Heat-Flux: Bayrampaşa

Photography Series, Installation, Photobook
Various Dimensions
2018—2020

Emerging from the AirBayrampaşa artistic residency hosted at Ramada Encore Bayrampaşa from June 1–13, 2018, Heat-Flux: Bayrampaşa interrogates the dynamics of thermal energy as a metaphor for broader socioeconomic and geographic transitions within İstanbul’s Bayrampaşa district. Framed as a conceptual laboratory, the project maps heat fluctuations to examine how energy—both literal and metaphorical—circulates, transforms, and dissipates across urban systems, offering a lens into the invisible forces shaping the district under conditions of rapid urbanization and turbo-capitalist efficiency.

Central to the research is the premise that energy flows leave traces, though these often remain obscured within systems prioritizing productivity over visibility. In Bayrampaşa, such energy manifests in layered forms: human activity, industrial machinery, transportation networks, and cultural infrastructures collectively generate thermal imprints that reflect the district’s socioeconomic rhythms. Key nodes like the Esenler Bus Terminal, Forum İstanbul shopping complex, and Bayrampaşa Wholesale Market emerge as high-intensity zones where energy converges, driven by round-the-clock labor, commerce, and transit. Conversely, peripheral streets and residential capillaries exhibit slower, fragmented energy dispersal, mirroring the uneven distribution of resources and spatial hierarchies inherent to urban ecosystems.

The project’s methodology hinges on dual photographic techniques—thermal and optical imaging—to render visible the interplay between tangible and intangible energy flows. Thermal cameras, in particular, serve as critical tools for capturing heat signatures across Bayrampaşa’s diverse microclimates. By documenting sites such as industrial workshops, bustling markets, and transit hubs, the technology reveals latent thermal narratives: machinery emitting residual heat after hours, crowds leaving warmth in their wake, and architectural structures acting as thermal reservoirs. These findings underscore the district’s role as a living archive of energy exchange, where heat becomes a proxy for labor, consumption, and entropy.

Regional specificity grounds the analysis. Bayrampaşa’s identity as a hub of logistics and small-scale manufacturing—marked by workshops, wholesale markets, and transit arteries—informs its unique thermal profile. The research highlights how localized economic practices, such as 24/7 production cycles and informal labor networks, generate distinct thermal patterns, contrasting with the regulated energy outputs of cultural or commercial landmarks. For instance, historical sites and religious spaces, though less industrially active, function as thermal regulators, absorbing and redistributing energy through seasonal visitor flows.

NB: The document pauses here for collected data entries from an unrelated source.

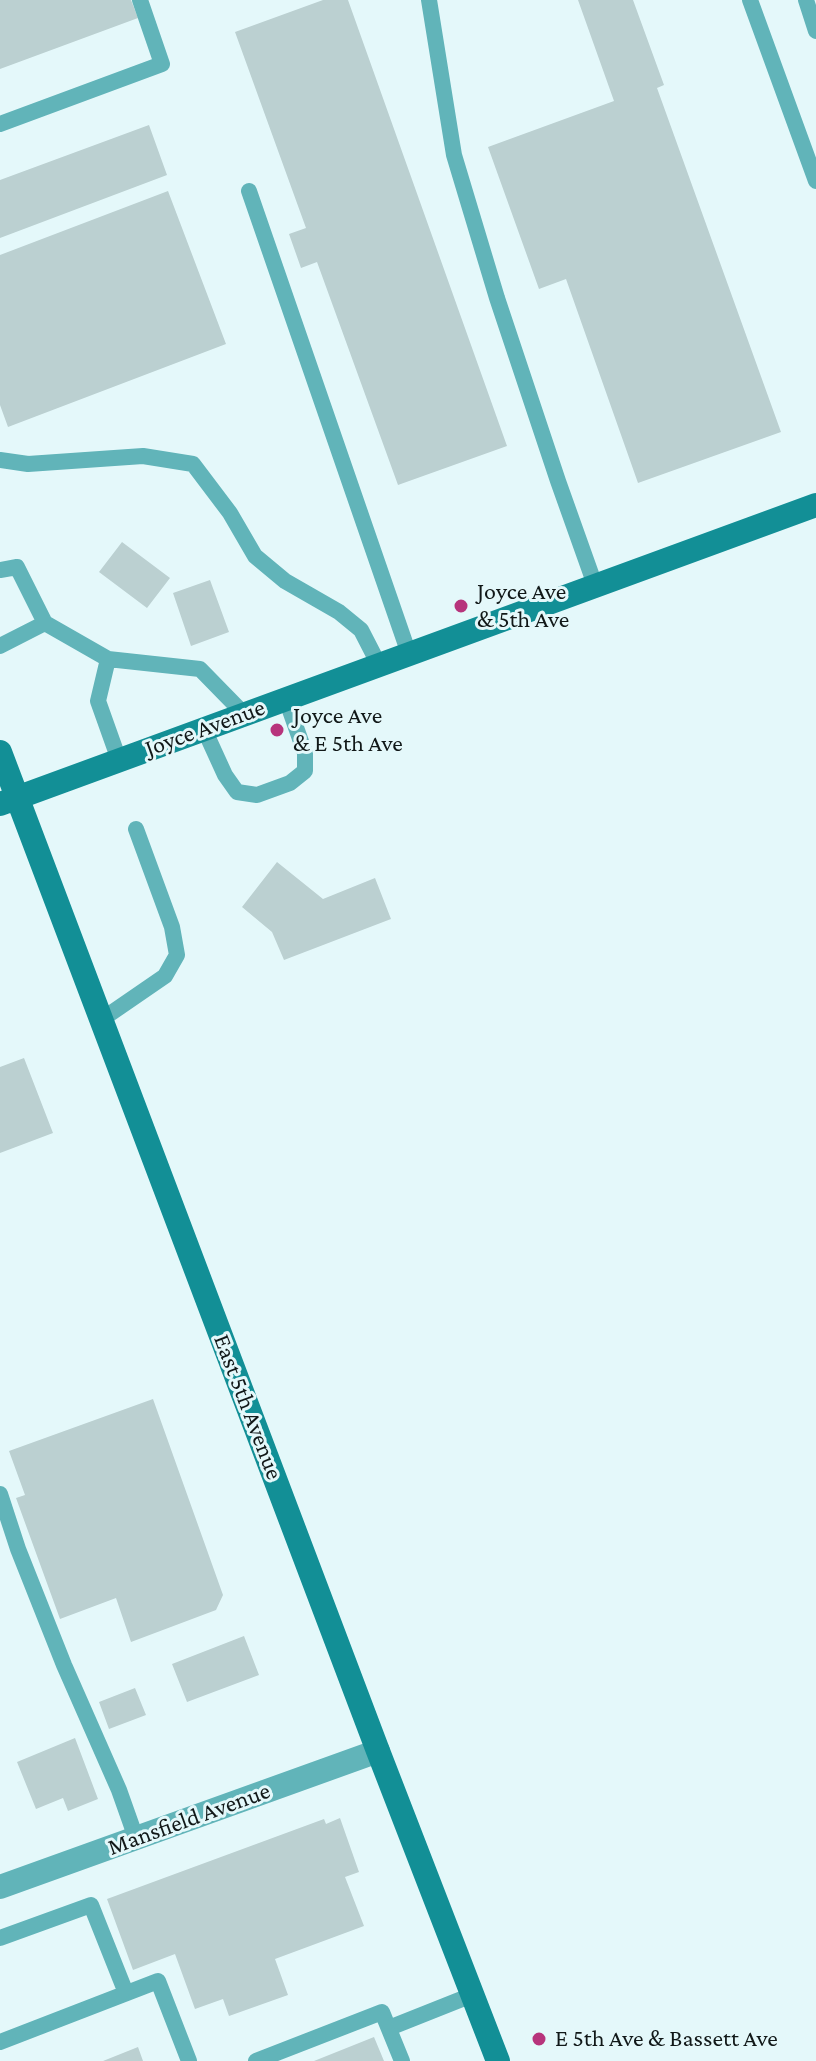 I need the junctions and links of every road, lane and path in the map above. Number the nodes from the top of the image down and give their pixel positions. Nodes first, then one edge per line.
1 (140, 0) edge
2 (429, 0) edge
3 (750, 0) edge
4 (806, 0) edge
5 (816, 31) edge
6 (0, 124) edge
7 (816, 181) edge
8 (249, 191) dead end
9 (0, 460) edge
10 (816, 505) edge
11 (0, 570) edge
12 (595, 585) junction
13 (45, 623) junction
14 (0, 646) edge
15 (409, 654) junction
16 (108, 659) junction
17 (379, 665) junction
18 (286, 699) junction
19 (244, 714) junction
20 (204, 729) junction
21 (0, 752) edge
22 (119, 760) junction
23 (8, 800) edge
24 (136, 829) dead end
25 (101, 1020) junction
26 (0, 1494) edge
27 (378, 1751) junction
28 (136, 1838) junction
29 (0, 1887) edge
30 (0, 1938) edge
31 (126, 1993) junction
32 (472, 1995) junction
33 (389, 2028) junction
34 (0, 2042) edge
35 (189, 2061) edge
36 (256, 2061) edge
37 (402, 2061) edge
38 (498, 2061) edge

1 - 6 lane
2 - 12 lane
3 - 7 lane
4 - 5 lane
8 - 15 lane
9 - 17 lane
10 - 12 main road, Joyce Avenue
11 - 13 lane
12 - 15 main road, Joyce Avenue
13 - 14 lane
13 - 16 lane
15 - 17 main road, Joyce Avenue
16 - 19 lane
16 - 22 lane
17 - 18 main road, Joyce Avenue
18 - 19 main road, Joyce Avenue
18 - 20 lane
19 - 20 main road, Joyce Avenue
20 - 22 main road, Joyce Avenue
21 - 23 main road, East 5th Avenue
22 - 23 main road, Joyce Avenue
23 - 25 main road, East 5th Avenue
24 - 25 lane
25 - 27 main road, East 5th Avenue
26 - 28 lane
27 - 28 street, Mansfield Avenue
27 - 32 main road, East 5th Avenue
28 - 29 street, Mansfield Avenue
30 - 31 lane
31 - 34 lane
31 - 35 lane
32 - 33 lane
32 - 38 main road, East 5th Avenue
33 - 36 lane
33 - 37 lane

The two-week residency culminated in a multimedia installation and photobook, exhibited at PASAJ Karaköy from January 30 to February 15, 2020. Through juxtaposed thermal and optical imagery, the output visualizes the dissonance between perceived urban order and latent thermodynamic chaos. The installation’s layered maps and time-lapse sequences trace heat’s migration from centralized hubs to peripheral zones, metaphorically echoing the district’s socioeconomic gradients. Meanwhile, the photobook archives thermal anomalies—a street vendor’s cart radiating heat at dawn, a dormant factory cooling overnight—as ephemeral markers of Bayrampaşa’s energy cycles.

By framing thermal imaging as both a technical and symbolic practice, Heat-Flux: Bayrampaşa bridges empirical observation and speculative inquiry. The project positions heat not merely as a physical phenomenon but as a narrative device, uncovering how energy transitions—economic, social, and environmental—are encoded within the urban fabric. In doing so, it invites reflection on the inefficiencies and vulnerabilities masked by turbo-capitalist systems, proposing that even in obscurity, energy’s traces persist, awaiting interpretation.